Stored data entries

◇ ◇ ◇ ◇ ◇

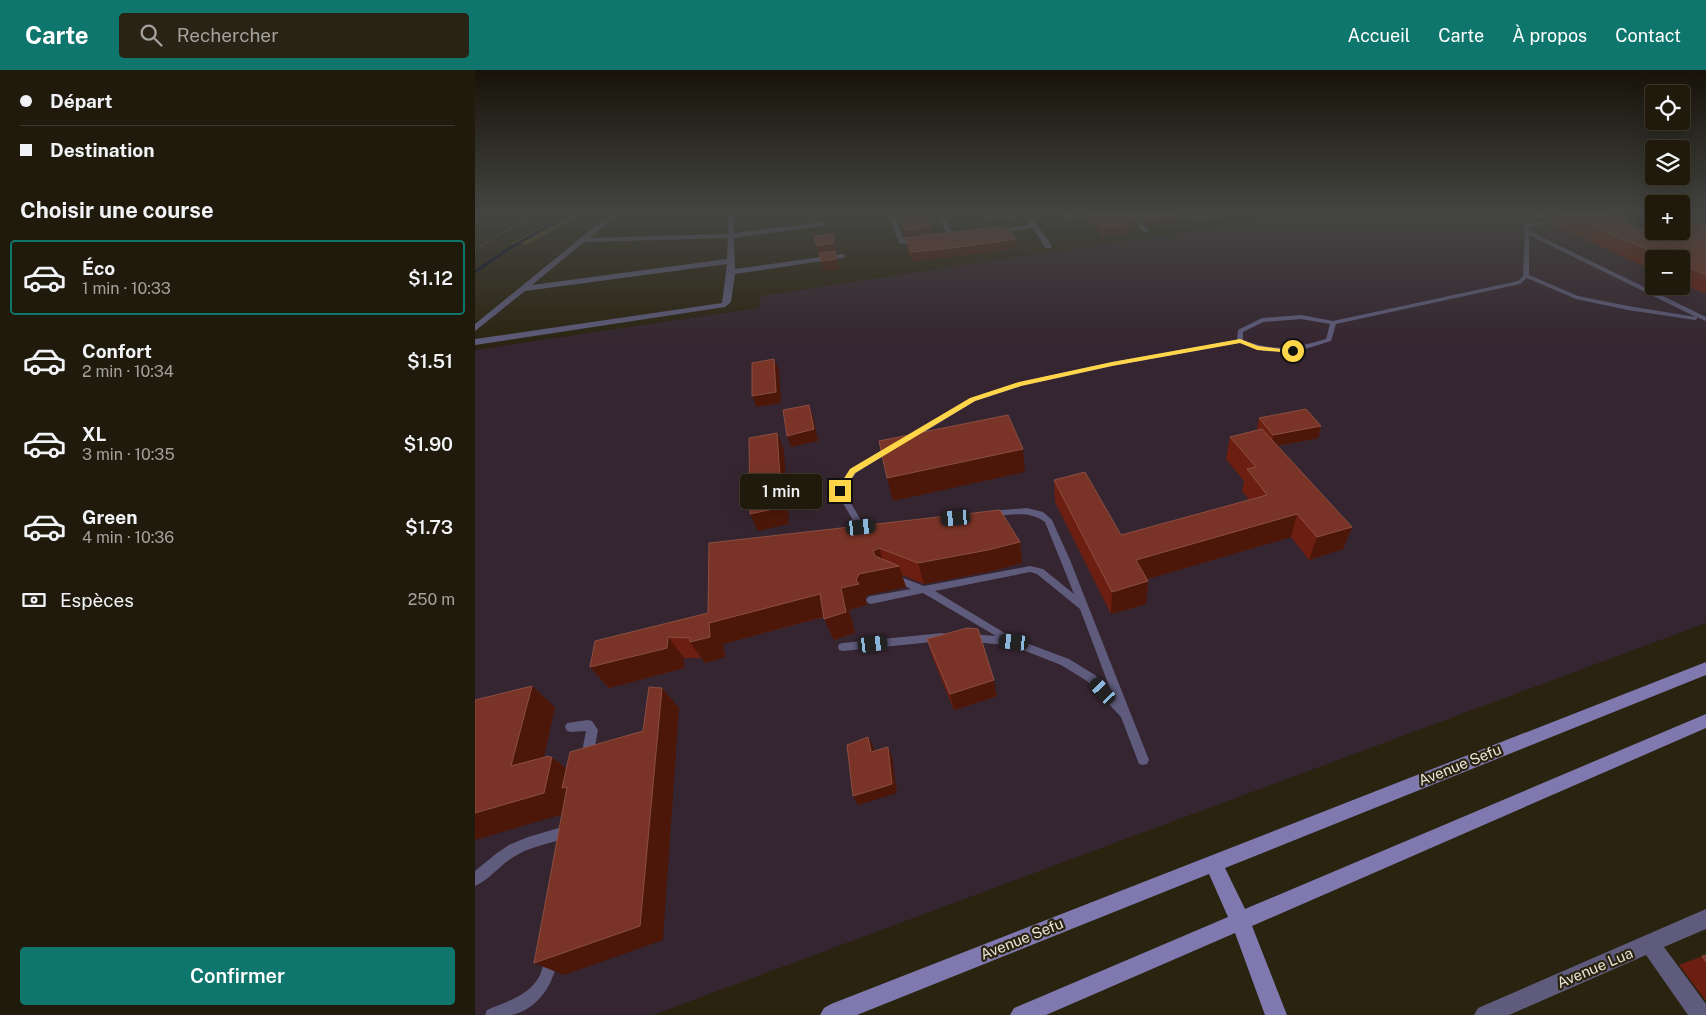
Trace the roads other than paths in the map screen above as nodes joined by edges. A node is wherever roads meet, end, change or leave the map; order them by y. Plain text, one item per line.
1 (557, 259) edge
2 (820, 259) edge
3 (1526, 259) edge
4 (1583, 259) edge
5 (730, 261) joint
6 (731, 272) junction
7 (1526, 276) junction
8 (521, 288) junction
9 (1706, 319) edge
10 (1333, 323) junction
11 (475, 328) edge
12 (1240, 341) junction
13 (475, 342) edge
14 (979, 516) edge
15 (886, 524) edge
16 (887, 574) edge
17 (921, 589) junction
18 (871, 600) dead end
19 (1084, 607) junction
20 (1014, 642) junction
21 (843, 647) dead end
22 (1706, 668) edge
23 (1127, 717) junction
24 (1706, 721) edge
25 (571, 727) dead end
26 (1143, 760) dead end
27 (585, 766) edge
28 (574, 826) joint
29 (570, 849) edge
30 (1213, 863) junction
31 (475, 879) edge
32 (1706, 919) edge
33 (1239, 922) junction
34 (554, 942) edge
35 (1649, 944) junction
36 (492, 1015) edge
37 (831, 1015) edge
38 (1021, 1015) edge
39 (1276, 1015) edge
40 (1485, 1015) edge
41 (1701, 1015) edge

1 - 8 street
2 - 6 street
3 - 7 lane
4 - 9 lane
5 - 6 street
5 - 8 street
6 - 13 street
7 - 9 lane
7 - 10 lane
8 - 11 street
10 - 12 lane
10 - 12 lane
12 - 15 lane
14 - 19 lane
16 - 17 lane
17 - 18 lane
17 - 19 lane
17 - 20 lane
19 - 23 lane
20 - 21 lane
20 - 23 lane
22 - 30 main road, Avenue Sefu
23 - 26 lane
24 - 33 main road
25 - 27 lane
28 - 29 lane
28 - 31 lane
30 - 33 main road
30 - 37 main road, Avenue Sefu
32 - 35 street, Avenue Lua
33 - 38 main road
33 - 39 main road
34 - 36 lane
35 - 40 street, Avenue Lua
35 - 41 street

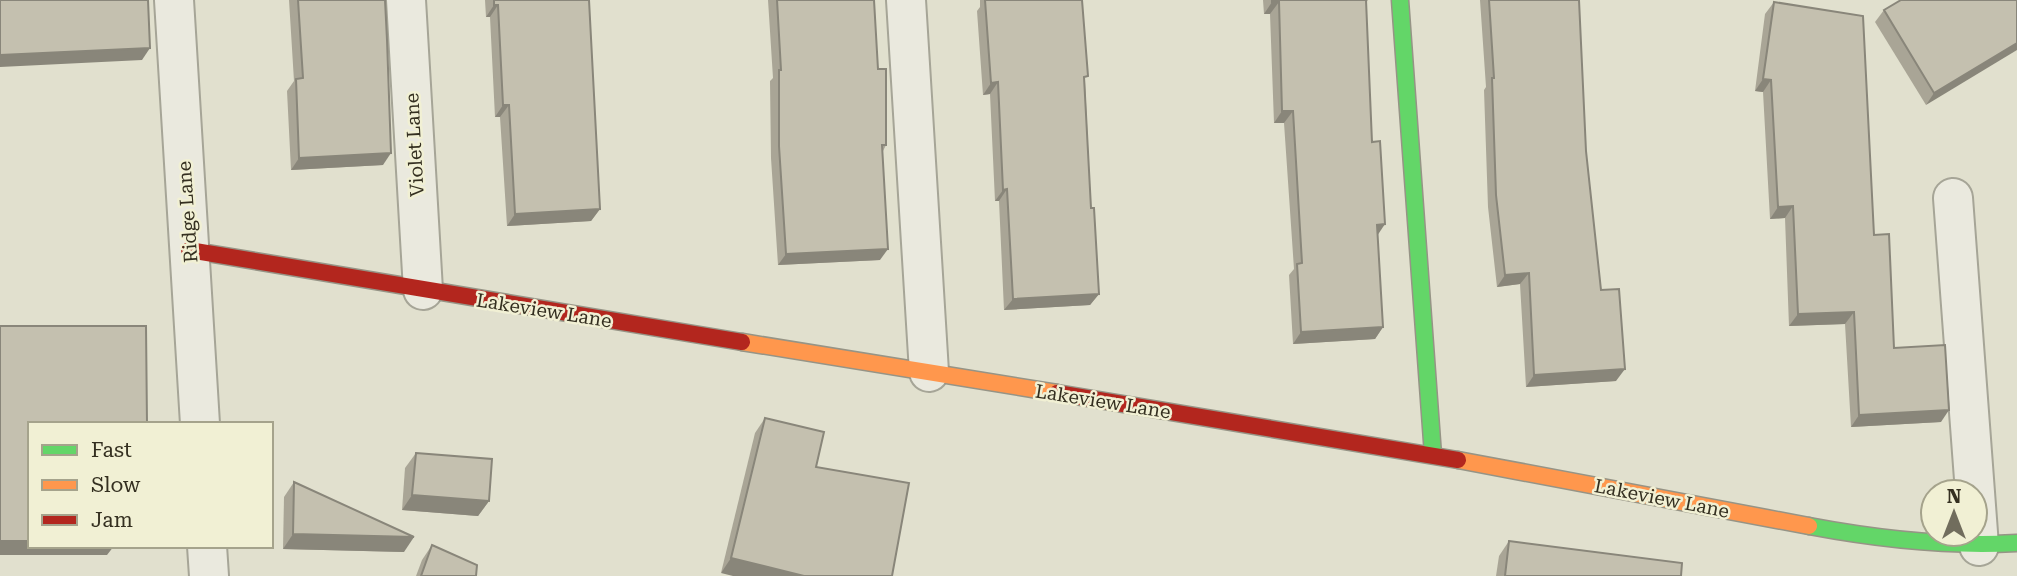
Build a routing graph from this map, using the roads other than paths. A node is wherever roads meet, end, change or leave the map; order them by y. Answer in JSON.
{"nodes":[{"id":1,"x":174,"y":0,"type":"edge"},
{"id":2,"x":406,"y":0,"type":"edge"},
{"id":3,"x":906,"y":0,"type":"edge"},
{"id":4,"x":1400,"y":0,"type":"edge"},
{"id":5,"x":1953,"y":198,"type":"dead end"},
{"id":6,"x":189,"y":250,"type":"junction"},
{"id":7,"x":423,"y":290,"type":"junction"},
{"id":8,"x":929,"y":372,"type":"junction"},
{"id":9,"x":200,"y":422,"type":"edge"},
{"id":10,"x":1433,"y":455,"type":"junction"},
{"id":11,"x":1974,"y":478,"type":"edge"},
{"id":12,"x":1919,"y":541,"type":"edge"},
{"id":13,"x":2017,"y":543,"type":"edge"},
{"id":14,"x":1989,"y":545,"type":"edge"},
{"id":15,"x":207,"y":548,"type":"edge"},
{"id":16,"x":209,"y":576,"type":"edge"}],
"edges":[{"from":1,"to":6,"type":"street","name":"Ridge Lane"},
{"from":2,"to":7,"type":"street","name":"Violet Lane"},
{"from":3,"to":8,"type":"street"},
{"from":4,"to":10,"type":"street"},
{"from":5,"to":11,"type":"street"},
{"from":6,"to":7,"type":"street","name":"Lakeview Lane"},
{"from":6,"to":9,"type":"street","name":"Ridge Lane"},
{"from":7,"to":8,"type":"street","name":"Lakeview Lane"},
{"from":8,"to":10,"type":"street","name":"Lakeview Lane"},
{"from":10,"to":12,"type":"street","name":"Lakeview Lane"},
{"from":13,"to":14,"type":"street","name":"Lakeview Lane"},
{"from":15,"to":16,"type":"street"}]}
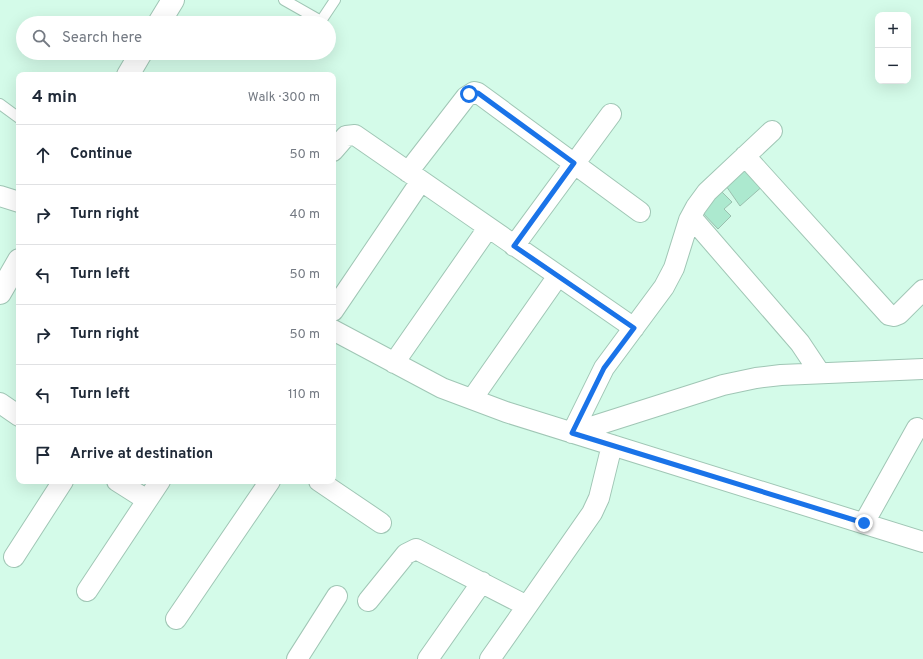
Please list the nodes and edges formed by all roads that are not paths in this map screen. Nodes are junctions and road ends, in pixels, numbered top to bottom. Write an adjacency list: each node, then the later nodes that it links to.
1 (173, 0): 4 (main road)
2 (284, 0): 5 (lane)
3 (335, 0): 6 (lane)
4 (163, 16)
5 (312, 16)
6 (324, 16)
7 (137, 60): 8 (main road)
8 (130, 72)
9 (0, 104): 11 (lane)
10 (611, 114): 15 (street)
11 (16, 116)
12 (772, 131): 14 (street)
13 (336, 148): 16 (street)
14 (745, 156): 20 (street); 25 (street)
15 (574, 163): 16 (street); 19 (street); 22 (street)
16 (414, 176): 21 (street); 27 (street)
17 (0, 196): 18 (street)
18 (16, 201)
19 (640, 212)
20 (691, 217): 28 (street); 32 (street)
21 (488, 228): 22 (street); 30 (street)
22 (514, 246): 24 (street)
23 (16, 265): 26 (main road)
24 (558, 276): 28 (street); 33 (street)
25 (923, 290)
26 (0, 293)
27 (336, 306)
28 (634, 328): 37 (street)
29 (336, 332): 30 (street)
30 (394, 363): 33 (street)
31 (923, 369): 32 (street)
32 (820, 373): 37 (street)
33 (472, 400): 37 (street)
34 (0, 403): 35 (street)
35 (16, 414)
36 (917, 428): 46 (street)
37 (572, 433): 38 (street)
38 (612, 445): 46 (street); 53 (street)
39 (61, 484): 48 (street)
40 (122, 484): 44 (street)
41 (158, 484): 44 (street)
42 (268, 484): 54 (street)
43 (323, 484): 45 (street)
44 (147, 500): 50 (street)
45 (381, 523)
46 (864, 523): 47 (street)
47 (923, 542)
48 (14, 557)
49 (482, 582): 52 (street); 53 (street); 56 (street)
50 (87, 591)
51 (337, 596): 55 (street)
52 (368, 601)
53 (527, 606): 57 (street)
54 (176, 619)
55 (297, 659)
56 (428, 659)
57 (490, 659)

◇ ◇ ◇ ◇ ◇

• Exercise goal: If a line in the records contains the string "meet", copy it out.

• The answer:
Trace the roads other than paths in the map screen above as nodes joined by edges. A node is wherever roads meet, end, change or leave the map; order them by y. Plain text, one item per line.
Build a routing graph from this map, using the roads other than paths. A node is wherever roads meet, end, change or leave the map; order them by y. Answer in JSON.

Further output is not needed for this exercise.